Data extracted from a collection:
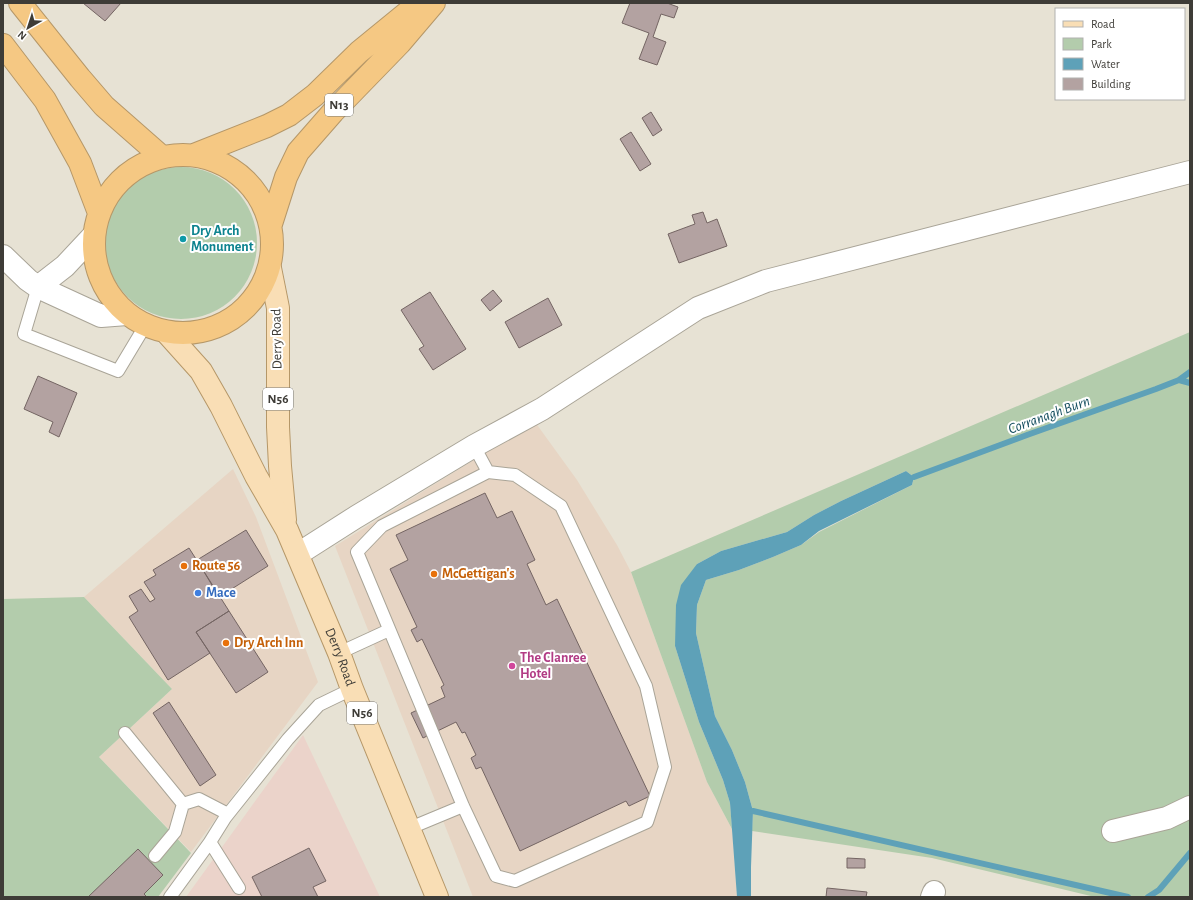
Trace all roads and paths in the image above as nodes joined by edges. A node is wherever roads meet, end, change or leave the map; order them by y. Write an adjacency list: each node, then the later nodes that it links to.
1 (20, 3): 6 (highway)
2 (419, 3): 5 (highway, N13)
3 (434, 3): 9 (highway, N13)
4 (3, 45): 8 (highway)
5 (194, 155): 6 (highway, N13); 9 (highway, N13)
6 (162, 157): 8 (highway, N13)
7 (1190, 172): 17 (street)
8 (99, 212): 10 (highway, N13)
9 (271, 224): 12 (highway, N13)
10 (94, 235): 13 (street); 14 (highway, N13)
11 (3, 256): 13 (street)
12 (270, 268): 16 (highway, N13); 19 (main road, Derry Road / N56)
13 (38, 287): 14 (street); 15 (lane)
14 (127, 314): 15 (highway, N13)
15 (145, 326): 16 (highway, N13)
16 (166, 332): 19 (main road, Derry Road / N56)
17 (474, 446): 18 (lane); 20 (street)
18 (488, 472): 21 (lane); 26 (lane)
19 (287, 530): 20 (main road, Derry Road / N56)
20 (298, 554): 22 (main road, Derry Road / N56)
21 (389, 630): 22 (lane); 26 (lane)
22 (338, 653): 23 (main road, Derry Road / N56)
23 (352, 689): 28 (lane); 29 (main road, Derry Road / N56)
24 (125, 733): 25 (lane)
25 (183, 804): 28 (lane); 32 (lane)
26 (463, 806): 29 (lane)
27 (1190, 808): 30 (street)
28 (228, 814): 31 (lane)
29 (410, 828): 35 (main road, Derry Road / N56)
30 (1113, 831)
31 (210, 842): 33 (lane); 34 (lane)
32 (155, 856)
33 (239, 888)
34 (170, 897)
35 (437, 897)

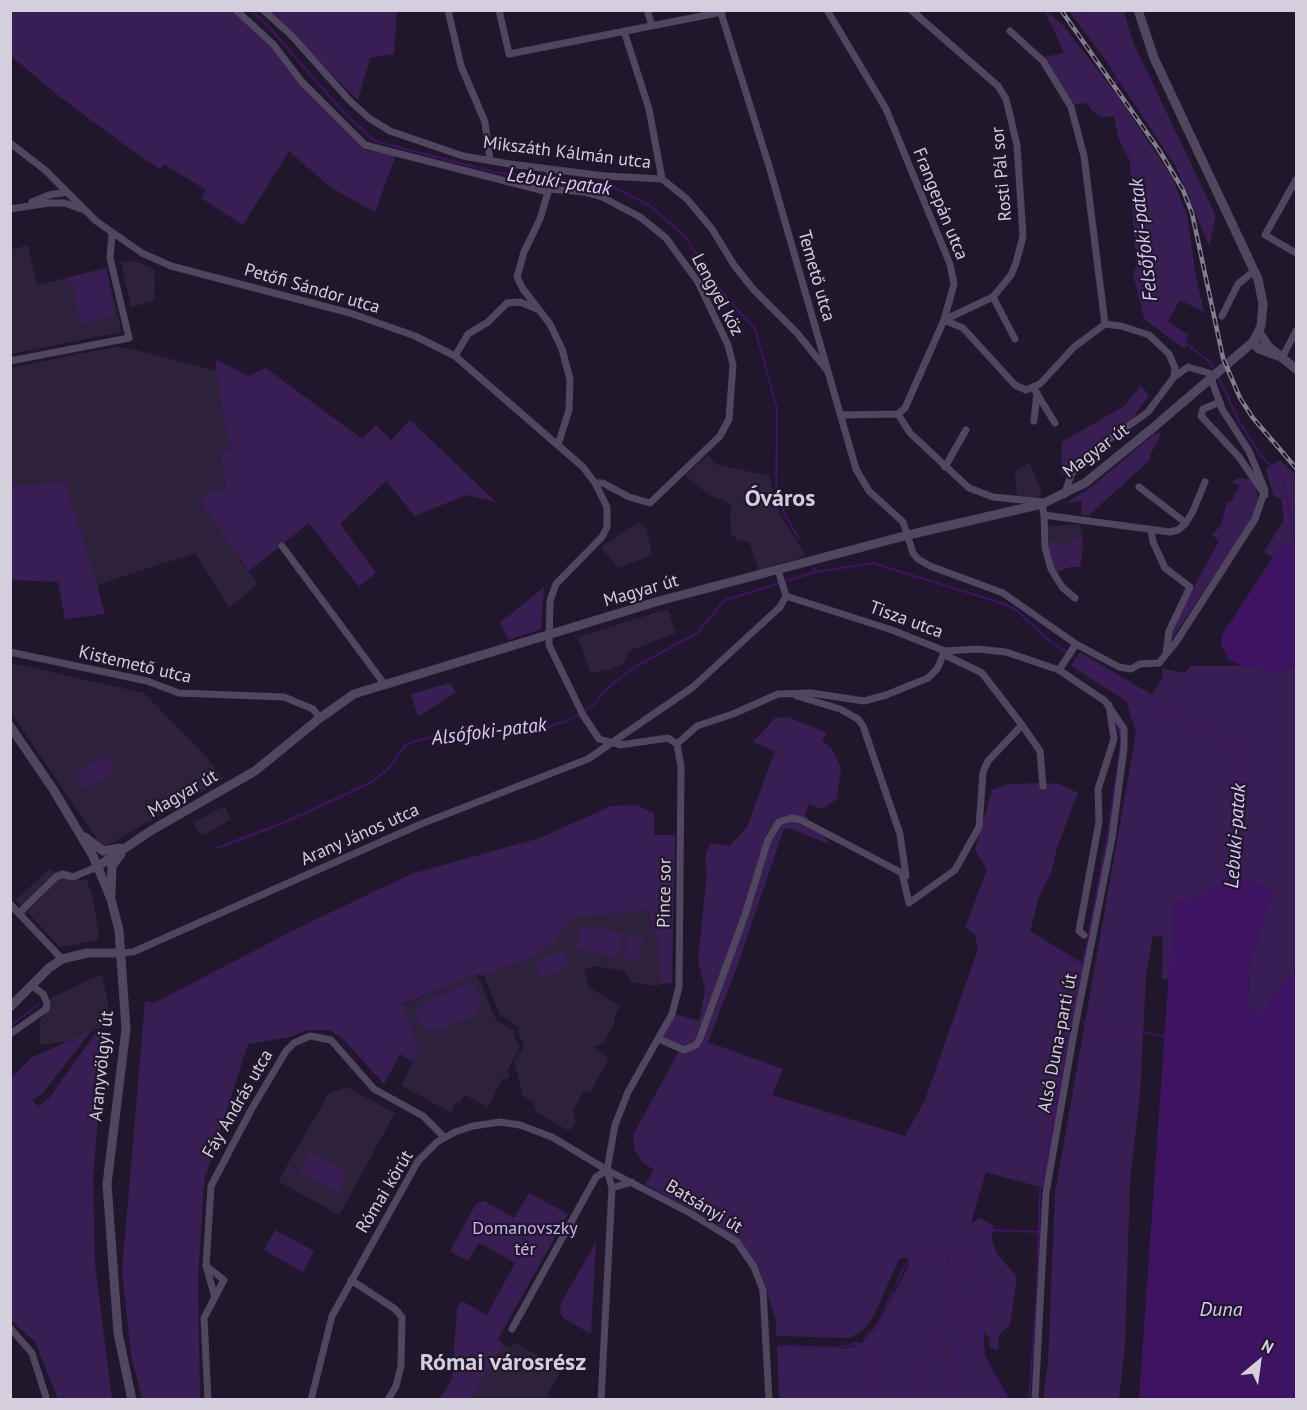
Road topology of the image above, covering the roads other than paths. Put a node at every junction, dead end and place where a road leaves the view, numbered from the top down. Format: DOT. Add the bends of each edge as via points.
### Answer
==
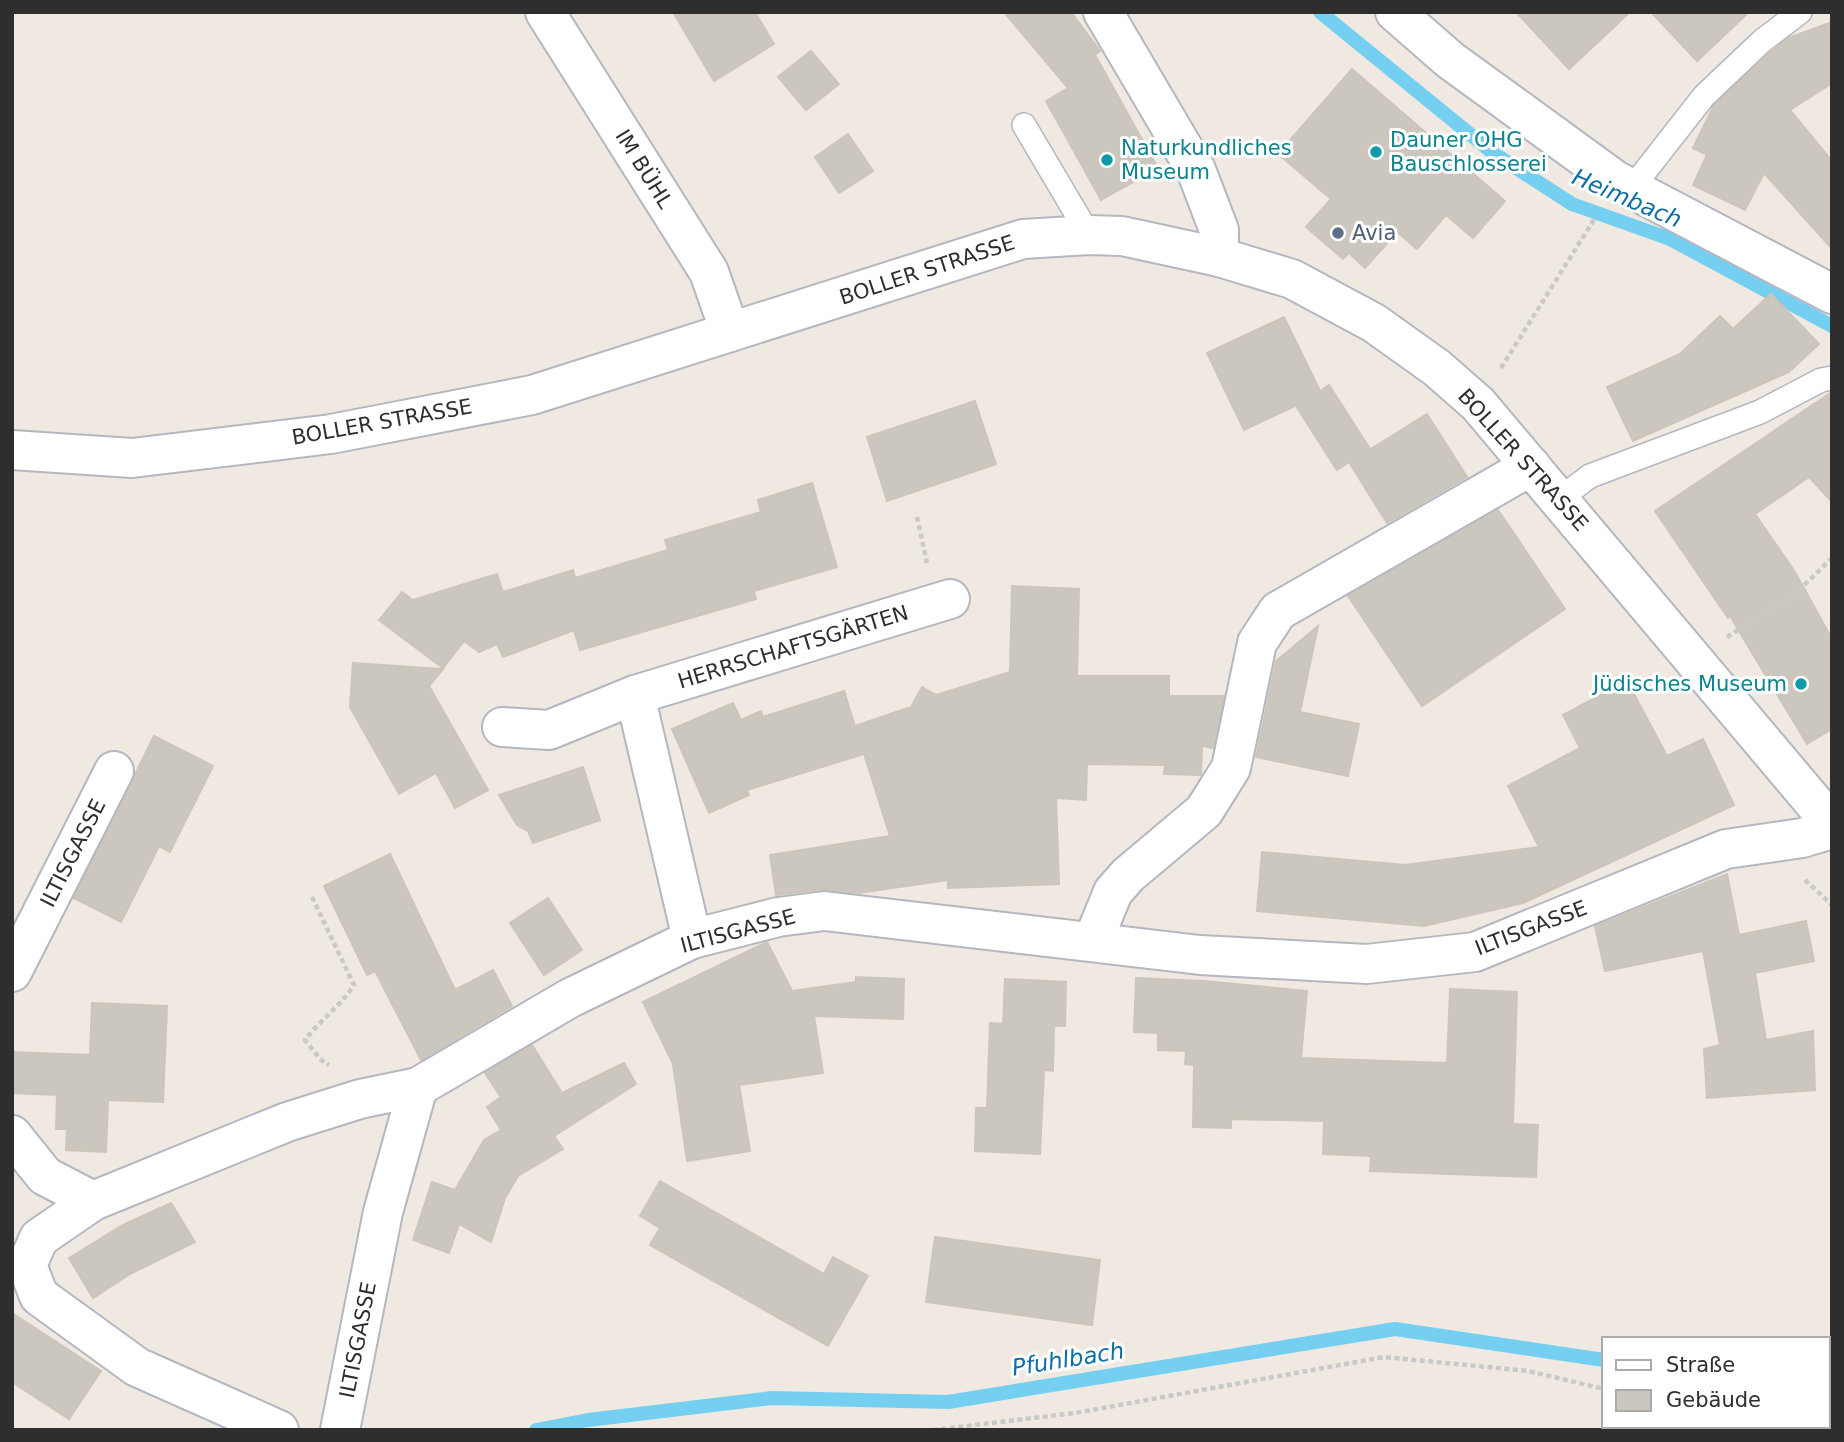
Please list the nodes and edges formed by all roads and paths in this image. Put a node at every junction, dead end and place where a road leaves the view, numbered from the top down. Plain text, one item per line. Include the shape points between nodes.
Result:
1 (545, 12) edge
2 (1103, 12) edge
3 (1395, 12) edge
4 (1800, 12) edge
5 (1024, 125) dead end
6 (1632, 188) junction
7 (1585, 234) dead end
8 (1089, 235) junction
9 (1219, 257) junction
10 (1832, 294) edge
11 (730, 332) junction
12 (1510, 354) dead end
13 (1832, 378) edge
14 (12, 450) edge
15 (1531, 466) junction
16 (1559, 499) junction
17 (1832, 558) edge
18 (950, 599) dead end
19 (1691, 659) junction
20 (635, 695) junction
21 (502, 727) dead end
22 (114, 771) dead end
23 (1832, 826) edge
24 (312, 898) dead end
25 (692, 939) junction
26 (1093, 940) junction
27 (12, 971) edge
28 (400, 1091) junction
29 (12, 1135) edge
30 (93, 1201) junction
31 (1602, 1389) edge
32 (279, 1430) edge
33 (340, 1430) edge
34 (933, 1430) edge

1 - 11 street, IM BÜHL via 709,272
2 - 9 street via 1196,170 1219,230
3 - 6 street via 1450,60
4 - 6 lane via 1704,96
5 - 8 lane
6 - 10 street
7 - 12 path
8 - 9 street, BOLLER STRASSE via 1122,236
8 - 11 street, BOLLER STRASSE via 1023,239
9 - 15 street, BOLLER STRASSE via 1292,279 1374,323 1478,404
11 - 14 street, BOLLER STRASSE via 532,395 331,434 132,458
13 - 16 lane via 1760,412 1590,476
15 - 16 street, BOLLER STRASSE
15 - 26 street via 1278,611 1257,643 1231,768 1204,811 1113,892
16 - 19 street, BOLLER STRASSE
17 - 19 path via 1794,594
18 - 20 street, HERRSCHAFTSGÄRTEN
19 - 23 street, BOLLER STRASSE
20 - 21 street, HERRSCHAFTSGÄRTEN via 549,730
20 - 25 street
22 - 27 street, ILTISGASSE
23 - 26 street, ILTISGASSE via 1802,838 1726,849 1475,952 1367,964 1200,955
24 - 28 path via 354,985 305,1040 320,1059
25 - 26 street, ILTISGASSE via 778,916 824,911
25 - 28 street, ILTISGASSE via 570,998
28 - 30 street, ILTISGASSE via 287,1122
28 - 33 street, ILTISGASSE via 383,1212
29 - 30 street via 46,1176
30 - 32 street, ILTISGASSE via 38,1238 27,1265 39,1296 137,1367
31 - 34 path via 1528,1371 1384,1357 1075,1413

▶ What the task asks
Read the entries and pick out all lines that include the word "points".

▶ Output
Road topology of the image above, covering the roads other than paths. Put a node at every junction, dead end and place where a road leaves the view, numbered from the top down. Format: DOT. Add the bends of each edge as via points.
Please list the nodes and edges formed by all roads and paths in this image. Put a node at every junction, dead end and place where a road leaves the view, numbered from the top down. Plain text, one item per line. Include the shape points between nodes.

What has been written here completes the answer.